- Episode no.: Season 6 Episode 6
- Directed by: Kevin Bray
- Written by: Stephen Schiff; Justin Weinberger;
- Production code: BDU606
- Original air date: May 2, 2018
- Running time: 45 minutes

Guest appearances
- Austin Abrams as Jackson Barber; Laurie Holden as Renee; Anthony Arkin as Stavos; Todd Faulkner as Agent Loeb; Amy Tribbey as Marilyn; Aaron Roman Weiner as Agent Brooks;

Episode chronology
| ← Previous "The Great Patriotic War" | Next → "Harvest" |
- The Americans season 6

= Rififi (The Americans) =

"Rififi" is the sixth episode of the sixth season of the period drama television series The Americans. It originally aired on FX in the United States on May 2, 2018.

==Plot==
When Elizabeth (Keri Russell) returns home from drinking with Claudia and Paige, Philip (Matthew Rhys) tells her about Stan's visit and that Philip sabotaged the Kimmy kidnapping as a result. Dennis tells Stan (Noah Emmerich) that the X-rays of one of Gennadi's diplomatic pouches showed that the pouch contained a sensor chip from Altheon in Chicago, which (because of the D.C. killings related to Altheon) led the FBI to a vulnerable Altheon engineer in Chicago. In turn, he identified a Russian illegal code-named "Harvest", whom the FBI currently have under surveillance. Dennis and Stan also note the upcoming summit and Oleg's return, which they do not believe are coincidental. Dennis convinces Stan to temporarily return to counterintelligence and lead an effort to run down leads in D.C. based on the tradecraft used by "Harvest", such as small business fronts, cars bought from free paper ads for cash, advance payment of utilities at safe houses, and contact with Russian Orthodox priests.

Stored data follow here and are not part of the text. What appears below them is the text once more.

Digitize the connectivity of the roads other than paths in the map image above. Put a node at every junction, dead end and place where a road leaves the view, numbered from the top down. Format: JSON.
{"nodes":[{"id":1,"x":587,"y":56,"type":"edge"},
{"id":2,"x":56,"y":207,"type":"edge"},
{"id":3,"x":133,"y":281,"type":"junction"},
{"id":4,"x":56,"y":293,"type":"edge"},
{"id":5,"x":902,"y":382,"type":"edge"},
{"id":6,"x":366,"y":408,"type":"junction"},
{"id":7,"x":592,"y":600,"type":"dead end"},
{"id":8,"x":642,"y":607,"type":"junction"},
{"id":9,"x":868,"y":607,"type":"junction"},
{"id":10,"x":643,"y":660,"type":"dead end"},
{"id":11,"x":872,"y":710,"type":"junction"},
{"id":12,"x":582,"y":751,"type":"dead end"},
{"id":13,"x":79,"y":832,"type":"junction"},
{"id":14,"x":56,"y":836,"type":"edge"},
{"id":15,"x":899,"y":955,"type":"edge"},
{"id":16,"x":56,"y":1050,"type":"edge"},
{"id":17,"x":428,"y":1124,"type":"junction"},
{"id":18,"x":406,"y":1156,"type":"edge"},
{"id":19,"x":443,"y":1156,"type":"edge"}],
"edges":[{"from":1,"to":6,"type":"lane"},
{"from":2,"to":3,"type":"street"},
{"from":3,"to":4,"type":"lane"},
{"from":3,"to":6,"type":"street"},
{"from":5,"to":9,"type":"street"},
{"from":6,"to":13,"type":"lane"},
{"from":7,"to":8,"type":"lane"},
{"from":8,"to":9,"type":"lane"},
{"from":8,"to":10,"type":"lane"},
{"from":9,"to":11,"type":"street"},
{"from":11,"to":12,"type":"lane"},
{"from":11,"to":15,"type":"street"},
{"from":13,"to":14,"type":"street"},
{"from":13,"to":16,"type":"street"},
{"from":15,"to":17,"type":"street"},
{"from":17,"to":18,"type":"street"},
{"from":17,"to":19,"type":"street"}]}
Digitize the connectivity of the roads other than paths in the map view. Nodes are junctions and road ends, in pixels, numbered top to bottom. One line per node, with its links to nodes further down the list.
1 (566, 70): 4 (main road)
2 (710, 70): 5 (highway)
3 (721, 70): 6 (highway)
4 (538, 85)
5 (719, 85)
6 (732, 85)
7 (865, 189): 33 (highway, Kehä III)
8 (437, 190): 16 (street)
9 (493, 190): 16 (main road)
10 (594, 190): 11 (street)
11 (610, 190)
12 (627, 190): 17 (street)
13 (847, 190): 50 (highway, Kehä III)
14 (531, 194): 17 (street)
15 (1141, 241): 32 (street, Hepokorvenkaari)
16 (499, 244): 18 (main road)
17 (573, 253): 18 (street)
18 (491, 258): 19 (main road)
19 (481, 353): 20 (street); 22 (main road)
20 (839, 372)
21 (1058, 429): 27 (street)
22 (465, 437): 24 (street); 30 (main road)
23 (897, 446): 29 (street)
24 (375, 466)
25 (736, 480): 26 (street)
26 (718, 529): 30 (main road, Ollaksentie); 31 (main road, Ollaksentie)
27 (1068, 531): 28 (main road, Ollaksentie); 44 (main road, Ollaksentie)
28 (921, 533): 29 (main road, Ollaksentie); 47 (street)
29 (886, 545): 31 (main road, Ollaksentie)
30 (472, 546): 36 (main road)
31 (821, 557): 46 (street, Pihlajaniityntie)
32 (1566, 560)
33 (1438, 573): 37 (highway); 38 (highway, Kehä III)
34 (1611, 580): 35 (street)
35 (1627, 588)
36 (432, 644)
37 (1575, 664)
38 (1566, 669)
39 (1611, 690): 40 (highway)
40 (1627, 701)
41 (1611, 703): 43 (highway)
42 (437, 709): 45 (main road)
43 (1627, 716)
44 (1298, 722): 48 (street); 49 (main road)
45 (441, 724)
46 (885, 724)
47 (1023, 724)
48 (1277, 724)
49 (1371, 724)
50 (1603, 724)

Henry comes home for Thanksgiving and sees the distance between his parents. Following Paige's idea, Elizabeth pretends to be a D.C. consultant and makes contact with Jackson, a congressional intern from Sam Nunn's office. Philip lays off three of his travel agents, beginning with Stavos.

Claudia notifies Elizabeth and Marilyn to go to Chicago to extricate "Harvest", who was also working on Dead Hand, and reminds Elizabeth that neither she nor "Harvest" can be captured. When "Harvest" realizes that he's being followed, Elizabeth has to leave on Thanksgiving, causing her to miss the Jennings' Thanksgiving dinner at Stan's with Renee and Dennis's family. Renee thanks Dennis for advancing her application to the FBI. After dinner, Philip reviews Elizabeth's hidden records, including her drawings from Emily's lessons, and "dead drops" a coded message to Oleg, which Oleg retrieves and decodes in his hotel room. Elizabeth and Marilyn agree that their chances of success with "Harvest" are poor. Elizabeth calls Henry, which Philip interprets as a possible "last call" before her death. Philip calls Elizabeth and asks her to abort the mission; when she refuses, he offers to go to Chicago to help.

==Production==
The episode was written by Stephen Schiff and Justin Weinberger, and directed by Kevin Bray. The title of the episode is based on the 1955 French film, Rififi, which is the movie that Elizabeth and Jackson (the intern) see when she makes first contact.

==Reception==
In its original American broadcast, "Rififi" was seen by an estimated 611,000 household viewers and gained a 0.15 ratings share among adults aged 18–49, according to Nielsen Media Research.

The episode received positive reviews. Review aggregator website Rotten Tomatoes gave the episode 100% "Fresh" ratings and average rating of 8.8 out of 10, based on 11 reviews, with consensus reading, "The fan is finally getting hit in Rifiki,(sic) where hostility and lack of trust feed the peaking series arc as the fates of these damaged characters begin to manifest." The A.V. Club gave the episode an 'A−' grade. Alan Sepinwall from Uproxx praised the episode, but complained about uneven pacing of the episode and season in general.